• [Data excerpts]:
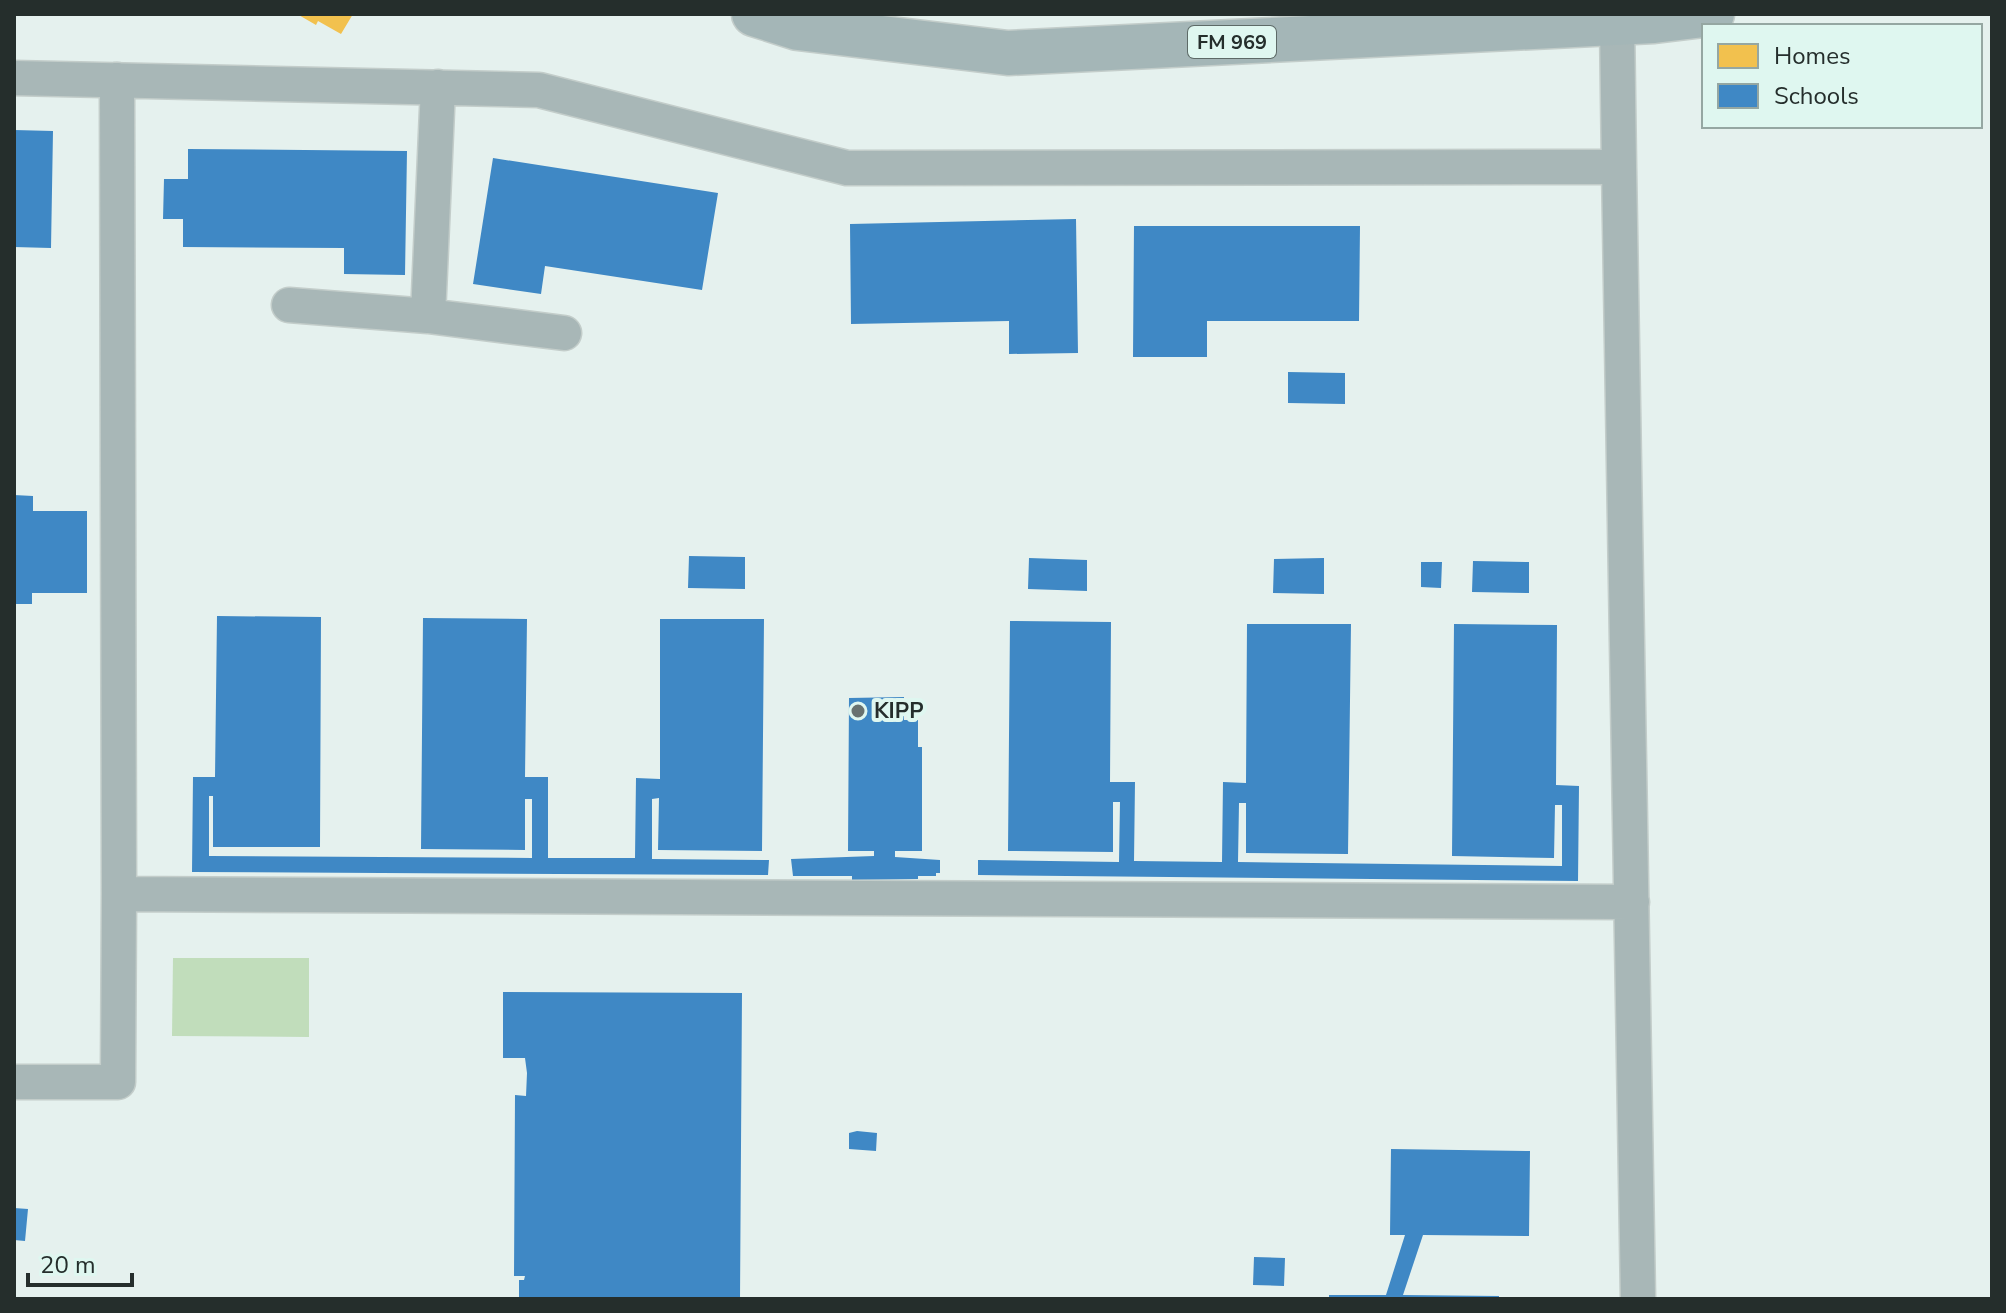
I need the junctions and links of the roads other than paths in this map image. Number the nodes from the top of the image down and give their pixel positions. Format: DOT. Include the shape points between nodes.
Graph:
graph roads {
  1 [pos="754,14"];
  2 [pos="1712,14"];
  3 [pos="1617,22"];
  4 [pos="1246,28"];
  5 [pos="14,78"];
  6 [pos="117,80"];
  7 [pos="438,87"];
  8 [pos="1619,167"];
  9 [pos="289,305"];
  10 [pos="428,316"];
  11 [pos="564,333"];
  12 [pos="119,894"];
  13 [pos="1632,902"];
  14 [pos="14,1082"];
  15 [pos="1638,1299"];
  1 -- 4 [label="main road, FM 969 / FM 969" via="798,28 1008,53"];
  2 -- 3 [label="main road, FM 969 / FM 969"];
  3 -- 4 [label="main road, FM 969 / FM 969"];
  3 -- 8 [label="street"];
  5 -- 6 [label="street"];
  6 -- 7 [label="street"];
  6 -- 12 [label="street"];
  7 -- 8 [label="street" via="539,90 847,168"];
  7 -- 10 [label="street"];
  8 -- 13 [label="street"];
  9 -- 10 [label="street"];
  10 -- 11 [label="street"];
  12 -- 13 [label="street"];
  12 -- 14 [label="street" via="118,1082"];
  13 -- 15 [label="street"];
}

• [Directions for this task]: Each line above is to be copied exactly, and the pictures are to be dropped.

• [Result of the exercise]:
I need the junctions and links of the roads other than paths in this map image. Number the nodes from the top of the image down and give their pixel positions. Format: DOT. Include the shape points between nodes.
Graph:
graph roads {
  1 [pos="754,14"];
  2 [pos="1712,14"];
  3 [pos="1617,22"];
  4 [pos="1246,28"];
  5 [pos="14,78"];
  6 [pos="117,80"];
  7 [pos="438,87"];
  8 [pos="1619,167"];
  9 [pos="289,305"];
  10 [pos="428,316"];
  11 [pos="564,333"];
  12 [pos="119,894"];
  13 [pos="1632,902"];
  14 [pos="14,1082"];
  15 [pos="1638,1299"];
  1 -- 4 [label="main road, FM 969 / FM 969" via="798,28 1008,53"];
  2 -- 3 [label="main road, FM 969 / FM 969"];
  3 -- 4 [label="main road, FM 969 / FM 969"];
  3 -- 8 [label="street"];
  5 -- 6 [label="street"];
  6 -- 7 [label="street"];
  6 -- 12 [label="street"];
  7 -- 8 [label="street" via="539,90 847,168"];
  7 -- 10 [label="street"];
  8 -- 13 [label="street"];
  9 -- 10 [label="street"];
  10 -- 11 [label="street"];
  12 -- 13 [label="street"];
  12 -- 14 [label="street" via="118,1082"];
  13 -- 15 [label="street"];
}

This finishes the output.